Table 2 sulfate and sulfite ion precision and standard recovery test results (n ═ 3)

The method is used for simultaneously and quantitatively detecting sulfate radicals and sulfite ions in the desulfurized seawater, the linearity is good in the concentration range of 5.00-100.00 mg/L, the correlation coefficient is above 0.999, the standard recovery rate range of the sulfate radicals and the sulfite ions is 96.5-104.3%, and the RSD is 0.3-1.9%. The detection limit of sulfite is 0.03mg/L, and the detection limit of sulfate is 0.04 mg/L. The method has the advantages of rapid detection, high sensitivity and good accuracy, and provides technical support for the research of the seawater flue gas desulfurization technology.

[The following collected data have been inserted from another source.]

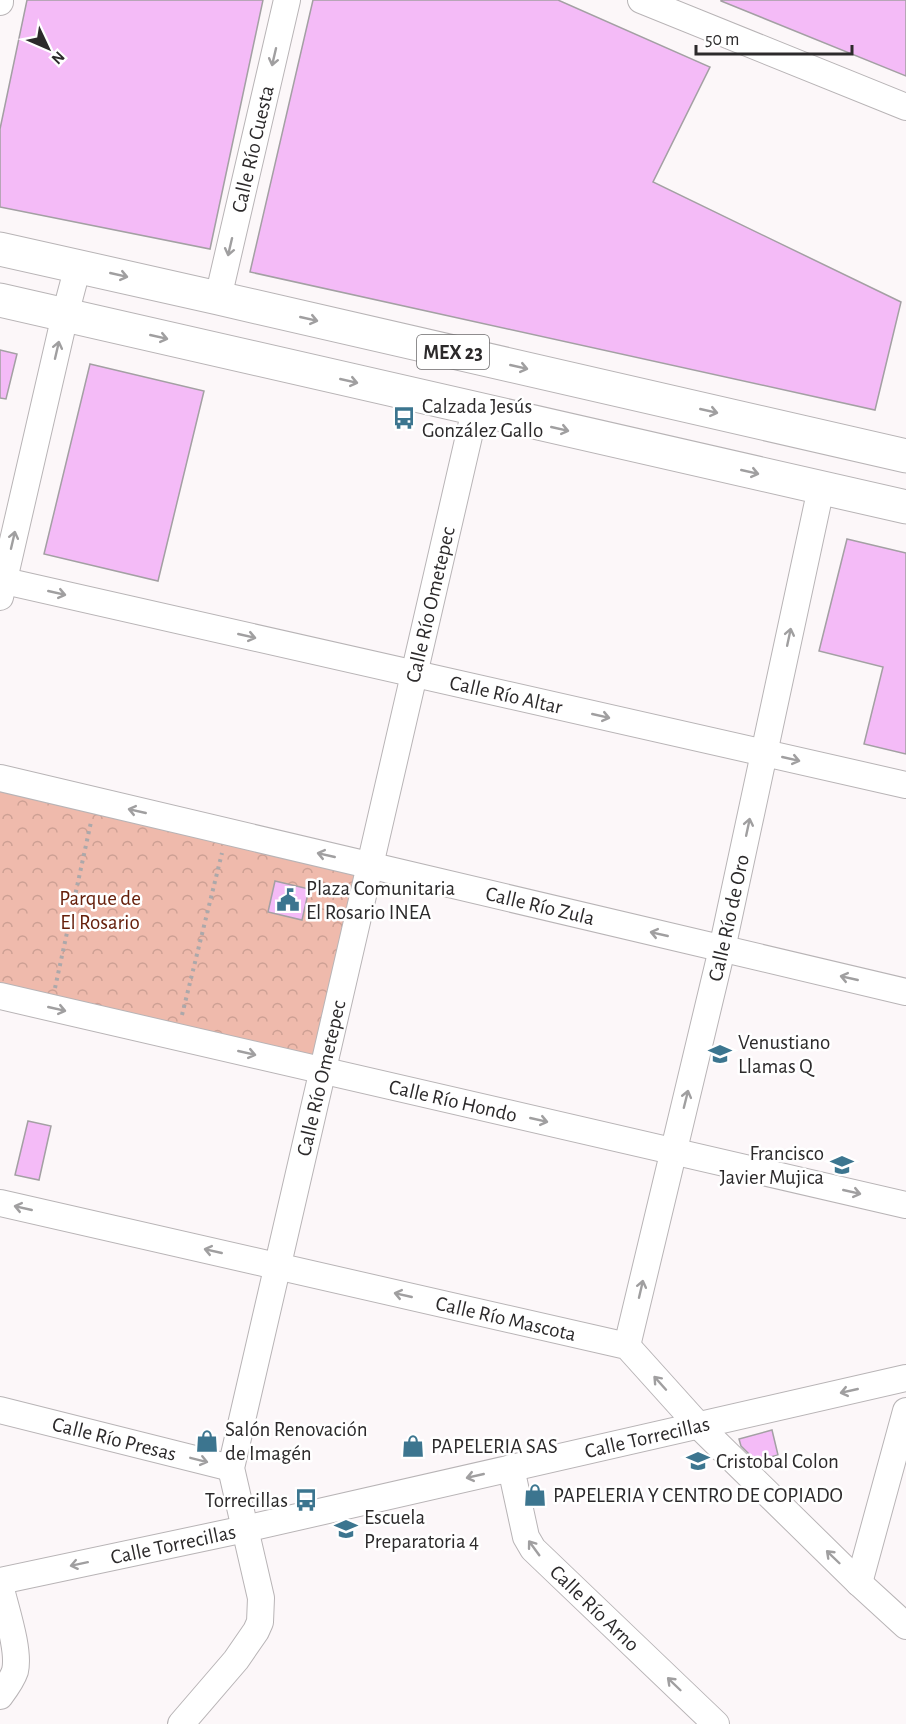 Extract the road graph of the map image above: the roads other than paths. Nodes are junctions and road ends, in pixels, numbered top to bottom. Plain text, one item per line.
1 (287, 0) edge
2 (641, 0) edge
3 (906, 107) edge
4 (0, 249) edge
5 (78, 267) junction
6 (218, 298) junction
7 (0, 300) edge
8 (65, 315) junction
9 (475, 410) junction
10 (906, 456) edge
11 (821, 488) junction
12 (906, 507) edge
13 (1, 586) edge
14 (414, 674) junction
15 (764, 753) junction
16 (0, 778) edge
17 (906, 785) edge
18 (370, 866) junction
19 (722, 949) junction
20 (906, 992) edge
21 (0, 996) edge
22 (323, 1070) junction
23 (674, 1151) junction
24 (0, 1203) edge
25 (906, 1204) edge
26 (278, 1266) junction
27 (627, 1346) junction
28 (906, 1378) edge
29 (0, 1410) edge
30 (906, 1411) edge
31 (699, 1426) junction
32 (231, 1468) junction
33 (511, 1468) junction
34 (245, 1529) junction
35 (0, 1581) edge
36 (859, 1583) junction
37 (0, 1585) edge
38 (906, 1626) edge
39 (0, 1696) edge
40 (185, 1722) edge
41 (716, 1724) edge

1 -> 6 street, Calle Río Cuesta
2 - 3 street
4 - 5 main road, MEX 23
5 -> 6 main road, MEX 23
5 - 8 street
6 -> 10 main road, MEX 23
7 - 8 main road, MEX 23
8 -> 9 main road, MEX 23
13 -> 8 street
9 -> 11 main road, MEX 23
9 - 14 street, Calle Río Ometepec
11 - 12 main road, MEX 23
15 -> 11 street, Calle Río de Oro
13 -> 14 street, Calle Río Altar
14 -> 15 street, Calle Río Altar
14 - 18 street, Calle Río Ometepec
15 -> 17 street, Calle Río Altar
19 -> 15 street, Calle Río de Oro
18 -> 16 street, Calle Río Zula
19 -> 18 street, Calle Río Zula
18 - 22 street, Calle Río Ometepec
20 -> 19 street, Calle Río Zula
23 -> 19 street, Calle Río de Oro
21 -> 22 street, Calle Río Hondo
22 -> 23 street, Calle Río Hondo
22 - 26 street, Calle Río Ometepec
23 -> 25 street, Calle Río Hondo
27 -> 23 street, Calle Río de Oro
26 -> 24 street, Calle Río Mascota
27 -> 26 street, Calle Río Mascota
26 - 32 street, Calle Río Ometepec
31 -> 27 street
28 -> 31 street, Calle Torrecillas
29 -> 32 street, Calle Río Presas
30 - 36 street
31 - 33 street, Calle Torrecillas
36 -> 31 street
32 - 34 street, Calle Río Ometepec
33 -> 34 street, Calle Torrecillas
41 -> 33 street, Calle Río Arno
34 -> 35 street, Calle Torrecillas
34 - 40 street, Calle Río Ometepec
36 - 38 street
37 - 39 street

The invention is not the best known technology.

Claims

1. An ion chromatography detection method for simultaneously measuring sulfate radicals and sulfite radicals in desulfurized seawater is characterized by comprising the following steps:

a. drawing a sulfate ion and sulfite ion mixed standard curve:

weighing sodium sulfite and sodium sulfate solids, dissolving and diluting the sodium sulfite and sodium sulfate solids by using a pretreatment solution to prepare 5-12 groups of mixed standard solutions with the same sulfate radical and sulfite radical concentration and gradually increased concentration, wherein the ion concentration is 5.00-100.00 mg/L; filtering the mixed standard solution by an organic microporous filter membrane respectively, and testing by an instrument to obtain respective peak areas A of sulfate ions and sulfite ions in the mixed solution; and (3) plotting by taking the ion concentration as an abscissa and taking the peak area as an ordinate, and obtaining two univariate linear equations of the ion concentration and the related peak area according to the plot: c = k · a + b, where a is the integral of conductance over time in μ S · min, C is the concentration in mg/L, k and b are dimensionless constants, i.e. the unitary linear equation for sulfate ion concentration and its peak area is: c1= k1 · a1+ b 1; the unary linear equation of the concentration of sulfite ions and the peak area thereof is as follows: c2= k2 · a2+ b 2;

filtering the liquid to be measured through an organic microporous filter membrane, measuring the peak areas of sulfate ions and sulfite ions by adopting the same instrument in the step of drawing a mixed standard curve of the sulfate ions and the sulfite ions, and then substituting the peak areas into the linear equation obtained in the step a, wherein the unitary linear equation of the concentration of the sulfate ions and the peak areas thereof is as follows: c1= k1 · a1+ b 1; the unary linear equation of the concentration of sulfite ions and the peak area thereof is as follows: c2= k2 · a2+ b 2; according to the measured peak area A and the dimensionless constants k and b, calculating to obtain the concentration of the ion;

the instrument is an anion chromatographic detection system and comprises a quantitative ring with the volume of 25 mu L, a conductivity detector, an ASRS4mm anion suppressor and an IonPac AS9-HC separation column, wherein the eluent is 9mmol/L sodium carbonate solution, and the flow rate of the eluent is 1.2 mL/min;

the pretreatment solution is a solution containing 0.5% by mass of formaldehyde, 1% by mole of sodium hydroxide and 0.5% by mole of disodium ethylenediaminetetraacetate;

the number of the series of mixed standard solutions is six, wherein the concentrations of sulfate radicals and sulfite radicals are 5.00mg/L, 10.00mg/L, 20.00mg/L, 50.00mg/L, 80.00mg/L and 100.00mg/L respectively;

the concentration range is C1= 0.04-100.00 mg/L, C2= 0.03-100.00 mg/L;

the organic microporous filter membrane is a vinylidene fluoride resin membrane with the aperture of 0.22 mu m.